PepsiCo, long defined by both soda and snacks, is edging closer to Coca‑Cola’s playbook in how it sells, packages, and promotes soft drinks. The shift is showing up in product mix, pricing, and partnerships across major markets as both companies chase higher margins and healthier‑leaning demand. The changes come as shoppers seek less sugar, smaller portions, and stronger brands at the same time retailers push for sharper value.
“The maker of the world’s second-favourite fizzy drink is becoming more like its rival.”
At stake is control of the next phase of the cola rivalry, from zero‑sugar colas to premium packaging. The moves could affect prices on store shelves and what flavors end up in coolers worldwide.
Background: Two soda giants, two different models
Coca‑Cola is a pure beverages company that mainly focuses on brand building and relies on independent bottlers for production and distribution. PepsiCo sells drinks but also dominates salty snacks, giving it a different source of growth and cash flow.
For years, those structures drove distinct strategies. Coke focused on marketing, smaller packages, and a wide set of drink categories. PepsiCo leaned on its snack engine and ran a broader in‑house approach in some markets. Now, their tactics are converging as consumer habits change.
- Zero‑sugar formulas are growing faster than regular colas in many markets.
- Smaller cans and multi‑pack formats help lift revenue per unit.
- Energy drinks and flavored seltzers pull in younger buyers.
Strategy shift: From portion size to product mix
PepsiCo has increased emphasis on zero‑sugar cola, redesigned branding, and premium cans. Coca‑Cola pushed these levers earlier and showed they can raise revenue without adding more volume. PepsiCo appears to be following that path more closely.
Another change is in partnerships for fast‑growing drinks. Coca‑Cola’s tie‑ups in energy and performance beverages helped it tap demand without building new brands from scratch. PepsiCo is pursuing similar routes to reach gym‑goers and convenience‑store shoppers, while also refreshing legacy lines.
Price architecture is shifting too. Both companies are using pack sizes and bundles to protect margins while giving shoppers entry points at lower absolute prices. That approach has been a hallmark of Coke’s strategy and is now more visible in PepsiCo’s beverage shelves.

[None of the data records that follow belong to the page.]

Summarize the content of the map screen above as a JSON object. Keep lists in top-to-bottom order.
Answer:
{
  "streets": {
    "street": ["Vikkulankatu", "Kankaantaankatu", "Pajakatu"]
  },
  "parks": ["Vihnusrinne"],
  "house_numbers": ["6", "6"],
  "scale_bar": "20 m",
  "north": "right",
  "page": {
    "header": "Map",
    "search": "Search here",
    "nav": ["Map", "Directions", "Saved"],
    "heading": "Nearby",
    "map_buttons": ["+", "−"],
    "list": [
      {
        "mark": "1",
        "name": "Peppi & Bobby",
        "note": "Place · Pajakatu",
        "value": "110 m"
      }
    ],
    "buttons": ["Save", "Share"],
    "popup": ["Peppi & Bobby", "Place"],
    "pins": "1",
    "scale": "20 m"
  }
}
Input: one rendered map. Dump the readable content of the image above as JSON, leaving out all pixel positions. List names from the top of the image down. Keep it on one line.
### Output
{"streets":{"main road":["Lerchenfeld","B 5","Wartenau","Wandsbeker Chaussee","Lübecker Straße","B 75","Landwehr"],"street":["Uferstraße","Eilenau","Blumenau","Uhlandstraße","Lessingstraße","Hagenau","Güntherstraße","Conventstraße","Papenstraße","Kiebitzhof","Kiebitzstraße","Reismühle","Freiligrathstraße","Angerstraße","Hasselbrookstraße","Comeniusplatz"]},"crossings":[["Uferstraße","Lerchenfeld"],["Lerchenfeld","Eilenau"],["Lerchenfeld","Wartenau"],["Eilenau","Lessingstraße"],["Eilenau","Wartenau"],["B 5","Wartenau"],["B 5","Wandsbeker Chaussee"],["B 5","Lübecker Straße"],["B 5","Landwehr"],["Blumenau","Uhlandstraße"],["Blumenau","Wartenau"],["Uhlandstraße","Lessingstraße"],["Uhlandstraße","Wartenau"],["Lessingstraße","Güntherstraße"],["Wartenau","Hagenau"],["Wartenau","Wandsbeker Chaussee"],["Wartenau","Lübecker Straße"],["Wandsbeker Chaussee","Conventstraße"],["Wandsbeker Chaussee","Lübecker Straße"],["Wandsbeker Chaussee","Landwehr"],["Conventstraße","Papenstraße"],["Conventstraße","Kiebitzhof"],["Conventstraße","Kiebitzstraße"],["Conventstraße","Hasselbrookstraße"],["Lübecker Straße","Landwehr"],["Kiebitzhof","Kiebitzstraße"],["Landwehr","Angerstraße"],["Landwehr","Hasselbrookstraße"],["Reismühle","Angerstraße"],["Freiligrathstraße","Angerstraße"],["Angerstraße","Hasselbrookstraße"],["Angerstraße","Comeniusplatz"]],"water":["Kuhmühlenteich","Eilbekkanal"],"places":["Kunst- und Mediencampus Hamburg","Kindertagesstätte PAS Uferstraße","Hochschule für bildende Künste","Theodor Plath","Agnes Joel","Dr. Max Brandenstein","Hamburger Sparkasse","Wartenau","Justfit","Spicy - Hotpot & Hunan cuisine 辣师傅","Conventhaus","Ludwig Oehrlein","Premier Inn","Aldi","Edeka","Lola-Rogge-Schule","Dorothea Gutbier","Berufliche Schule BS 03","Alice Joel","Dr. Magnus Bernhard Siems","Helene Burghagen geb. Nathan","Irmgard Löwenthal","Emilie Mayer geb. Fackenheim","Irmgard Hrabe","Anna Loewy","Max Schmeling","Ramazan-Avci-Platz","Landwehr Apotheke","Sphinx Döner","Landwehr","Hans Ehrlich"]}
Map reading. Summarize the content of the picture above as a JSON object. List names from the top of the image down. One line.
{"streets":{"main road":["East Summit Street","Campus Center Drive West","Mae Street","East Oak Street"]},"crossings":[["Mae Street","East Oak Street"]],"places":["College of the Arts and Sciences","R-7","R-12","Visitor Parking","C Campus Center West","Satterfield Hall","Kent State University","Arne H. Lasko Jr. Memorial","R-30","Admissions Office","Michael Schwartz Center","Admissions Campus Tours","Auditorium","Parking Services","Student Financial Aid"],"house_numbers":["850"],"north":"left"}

Retail pressure and health rules reshape shelves
Grocers want strong brands that move quickly, and regulators keep pushing for less sugar. That combination favors clear labels, zero‑sugar options, and lighter formulations. Coca‑Cola leaned into those trends with global ad campaigns and sponsorships. PepsiCo is matching that pace with its own global pushes and reformulations.
In many countries, sugar taxes changed the math. Companies that shift sales to zero‑sugar formulas can avoid extra costs and keep prices steady. The approach lines up with how Coke managed price mix in recent years, and PepsiCo is aligning more of its beverage strategy with that logic.
What it means for consumers and competitors
Shoppers can expect more zero‑sugar and flavored spins of core colas, more mini cans, and steadier prices on multi‑packs. The gains may come with fewer deep discounts on large bottles, though deals will not disappear.
For rivals, the squeeze is getting tighter. Smaller beverage brands face tougher shelf space battles against two giants running similar tactics. Convenience stores may see more space given to energy and performance drinks, where both companies see growth.
Signals to watch next
- Marketing spend on zero‑sugar colas versus regular colas.
- New distribution pacts in energy and performance drinks.
- Expansion of mini‑can and sleek‑can formats in emerging markets.
- Any moves that separate or simplify bottling and logistics to mirror asset‑light models.
The cola battle is shifting from volume to value. By leaning into zero‑sugar lines, premium packaging, and selective partnerships, PepsiCo is moving closer to Coca‑Cola’s formula for higher returns. The outcome will be felt in cooler doors and retail promotions over the next year. Expect more small cans, more sugar‑free labels, and tighter pricing strategies as both companies try to win the next round of the cola wars.